A truncated triangle with length constraints on the bottom and on the right side, and an angle constraint between the "top" and right side.

The basic shape of the guide

As you can see in the floating window, the “dof” column shows “OK”. This means that the design is fully constraint, and the position of all points is fixed.

We can now go and make it 3D.

Entering the third dimension

After sketching, you can apply operations to a 2D sketch to make it 3D. In our example, we will extrude. This basically means moving the shape in one dimension. The resulting shape is the full volume covered during this move. I hope it’s clearer when you’re doing it in Solvespace. Click New Group → Extrude, the top button in the bottom group of the sidebar, or press Shift+X to extrude.

To make it easier to understand, set the “extrude plane sketch” to “both sides”. You can now click “home” in the floating window to return. Rotate around a bit and witness the glorious three-dimensional object you’ve just created (reset your view with W). Also note that you now have a new group in your group list. You can switch between editing the extruded object and the original sketch by using the “active” radiobutton in the group list. Try it. You can also update parameters of your sketch, and the extruded group will automatically change shape to reflect these changes. That’s the magic of parametricity.

Also note that the extrusion has a DOF of 1. This is because we haven’t specified the width of our guide. Select a line that was created with the extrusion and add a distance constraint (D). Now you’ve fully constrained the object, and the DOF column shows “OK”.
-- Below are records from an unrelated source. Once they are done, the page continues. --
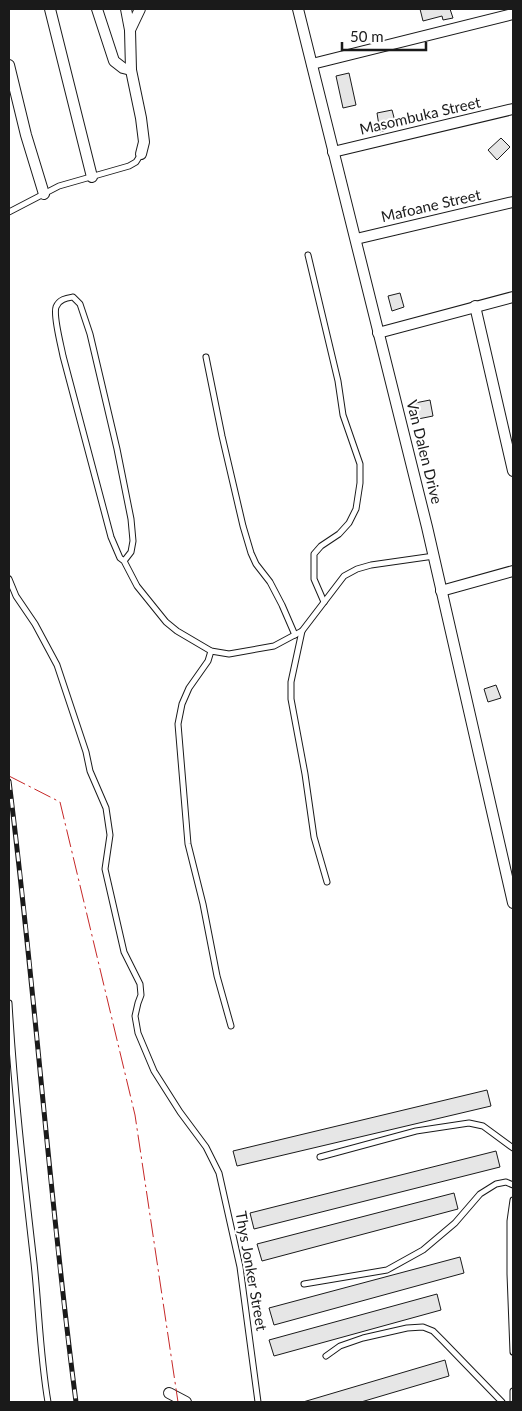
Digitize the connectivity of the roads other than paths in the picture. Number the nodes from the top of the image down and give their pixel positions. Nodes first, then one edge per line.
1 (50, 9) edge
2 (97, 9) edge
3 (126, 9) edge
4 (140, 9) edge
5 (298, 9) edge
6 (513, 14) edge
7 (130, 30) junction
8 (312, 64) junction
9 (9, 65) edge
10 (131, 70) junction
11 (513, 109) edge
12 (333, 152) junction
13 (140, 154) joint
14 (92, 177) junction
15 (44, 194) junction
16 (513, 202) edge
17 (9, 212) edge
18 (356, 239) junction
19 (308, 255) dead end
20 (513, 297) edge
21 (475, 306) junction
22 (378, 333) junction
23 (206, 357) dead end
24 (513, 471) edge
25 (434, 556) junction
26 (124, 561) junction
27 (513, 571) edge
28 (9, 579) edge
29 (441, 590) junction
30 (324, 602) junction
31 (302, 631) junction
32 (295, 635) junction
33 (211, 651) junction
34 (328, 882) dead end
35 (513, 903) edge
36 (9, 1003) edge
37 (231, 1026) dead end
38 (513, 1148) edge
39 (320, 1157) dead end
40 (513, 1185) edge
41 (513, 1200) edge
42 (304, 1284) dead end
43 (513, 1352) edge
44 (326, 1356) dead end
45 (513, 1391) edge
46 (169, 1393) dead end
47 (48, 1402) edge
48 (186, 1402) edge
49 (258, 1402) edge
50 (502, 1402) edge
51 (513, 1402) edge

1 - 14 street
2 - 10 street
3 - 7 street
4 - 7 street
5 - 8 street, Van Dalen Drive
6 - 8 street
7 - 10 street
8 - 12 street, Van Dalen Drive
9 - 15 street
10 - 13 street
11 - 12 street, Masombuka Street
12 - 18 street, Van Dalen Drive
13 - 14 lane
14 - 15 lane
15 - 17 lane
16 - 18 street, Mafoane Street
18 - 22 street, Van Dalen Drive
19 - 30 lane
20 - 21 street
21 - 22 street
21 - 24 street
22 - 25 street, Van Dalen Drive
23 - 32 lane
25 - 29 street, Van Dalen Drive
25 - 30 lane
26 - 26 lane
26 - 33 lane
27 - 29 street
28 - 49 lane, Thys Jonker Street
29 - 35 street, Van Dalen Drive
30 - 31 lane
31 - 32 lane
31 - 34 lane
32 - 33 lane
33 - 37 lane
36 - 47 lane
38 - 39 lane
40 - 42 lane
41 - 43 lane
44 - 50 lane
45 - 51 lane
46 - 48 street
The extruded sketch, with a distance constraint added to the top edge

The fully constrained 3D object

We’re almost done, but I want to differentiate between the different guides with an inset text showing the blade angle. I’ve made three guides, with an angle of 17°, 20° and 25° respectively, and it would be nice to be able to tell them apart. Insetting some text will also give you an idea of how to make more complex shapes.

Final touches

For adding the text, we need a new sketch. We created our first sketch for the base shape in the default workplane, the XY axis. You can see this by activating the group in the floating window. You’ll see “#XY sketch in plane” in the bottom left corner. For the inset text, we now want to sketch on the side of the extruded object.

To do this, we want to create a new sketch in a new workplane, with the workplane being the side of our extruded wedge. We can do this by selecting the bottom and right edge of the wedge and the point between them and pressing Shift+W. This will create a new workplane on the surface of our object. We can now add text via the text tool by clicking and dragging. Change the text via the “change” button in the floating window. You can also add constraints to specify the location of the text in more detail (I’ve done this here, but it’s not necessary).
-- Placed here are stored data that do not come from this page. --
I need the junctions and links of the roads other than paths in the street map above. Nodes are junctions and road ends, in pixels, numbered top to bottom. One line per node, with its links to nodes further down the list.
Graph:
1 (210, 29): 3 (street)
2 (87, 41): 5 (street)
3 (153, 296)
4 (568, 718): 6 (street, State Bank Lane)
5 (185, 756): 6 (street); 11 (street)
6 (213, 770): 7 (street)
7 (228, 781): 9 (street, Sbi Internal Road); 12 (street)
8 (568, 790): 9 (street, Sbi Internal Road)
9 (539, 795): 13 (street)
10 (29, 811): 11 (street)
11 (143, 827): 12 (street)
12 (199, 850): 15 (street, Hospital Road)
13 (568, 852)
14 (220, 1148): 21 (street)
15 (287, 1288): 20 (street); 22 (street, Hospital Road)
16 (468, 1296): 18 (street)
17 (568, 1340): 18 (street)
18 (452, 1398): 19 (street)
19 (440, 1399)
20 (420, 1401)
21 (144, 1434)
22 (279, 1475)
A "20°" text in the workplane, with four distance constraints specifying the location.

The text on the side of our wedge

Finally, we extrude again using X. This time, we want the extrusion one-sided, and we want to calculate the difference of the extrusion for an inset text. Add a distance constraint to specify the depth of the extrusion (I used 10mm). If you have difficulty selecting the extrusion for a constraint, you can go back to the group view via “home” and change the opacity of the first extrusion by selecting it in the group list and editing the “opacity” value.
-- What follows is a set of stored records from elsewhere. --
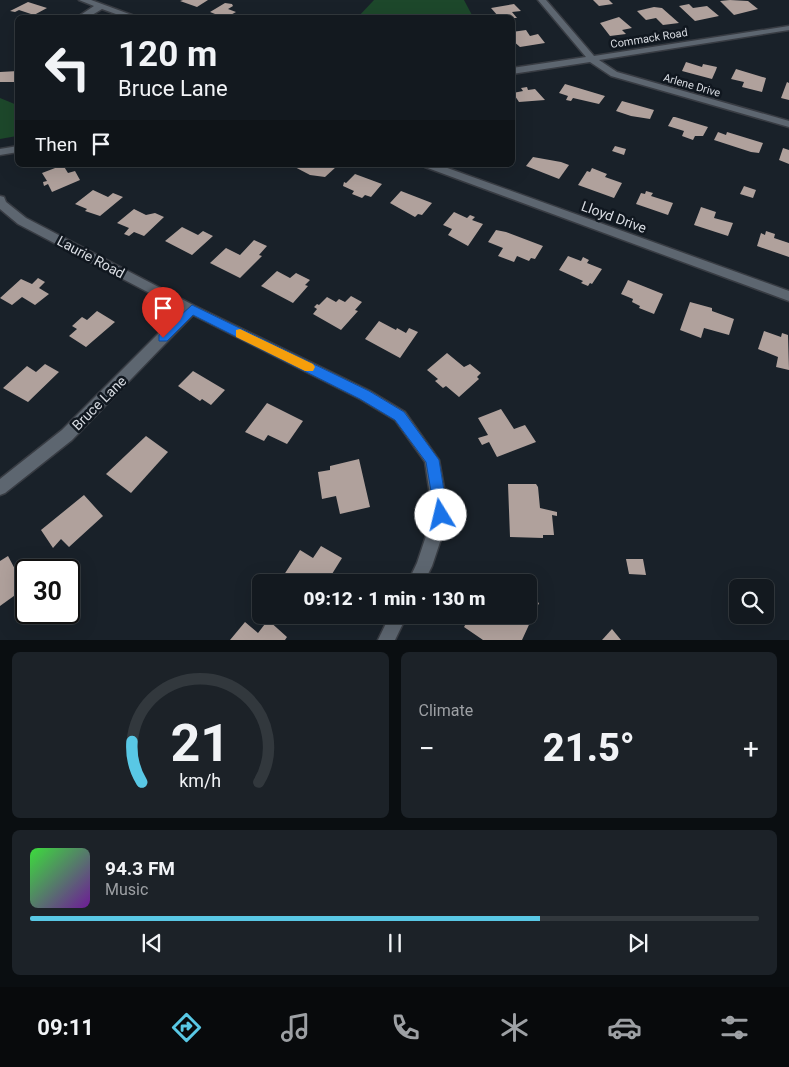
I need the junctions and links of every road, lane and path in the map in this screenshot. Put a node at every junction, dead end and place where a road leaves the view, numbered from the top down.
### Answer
1 (83, 0) edge
2 (542, 0) edge
3 (101, 6) junction
4 (85, 15) edge
5 (127, 15) edge
6 (789, 28) edge
7 (592, 60) junction
8 (515, 71) edge
9 (789, 124) edge
10 (15, 150) edge
11 (0, 152) edge
12 (434, 167) edge
13 (0, 200) edge
14 (789, 296) edge
15 (192, 310) junction
16 (0, 488) edge
17 (420, 574) edge
18 (394, 624) edge
19 (386, 640) edge

1 - 3 street
2 - 7 street, Arlene Drive
3 - 4 street
3 - 5 street
6 - 7 street, Commack Road
7 - 8 street, Commack Road
7 - 9 street, Arlene Drive
10 - 11 street
12 - 14 street, Lloyd Drive
13 - 15 street, Laurie Road
15 - 16 street, Bruce Lane
15 - 17 street, Laurie Road
18 - 19 street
An isometric view of the wedge, with text and a distance constraint on the extrusion

The final product, with inset text

And we’re done!

What do do now

Make sure that the export scale factor is set to 1:1 in the Solvespace configuration (Floating window → configuration) and export an STL file via File → Export triangle mesh. You can now send this to a 3D printing provider of your choice, or print it yourself if you happen to own a 3D printer.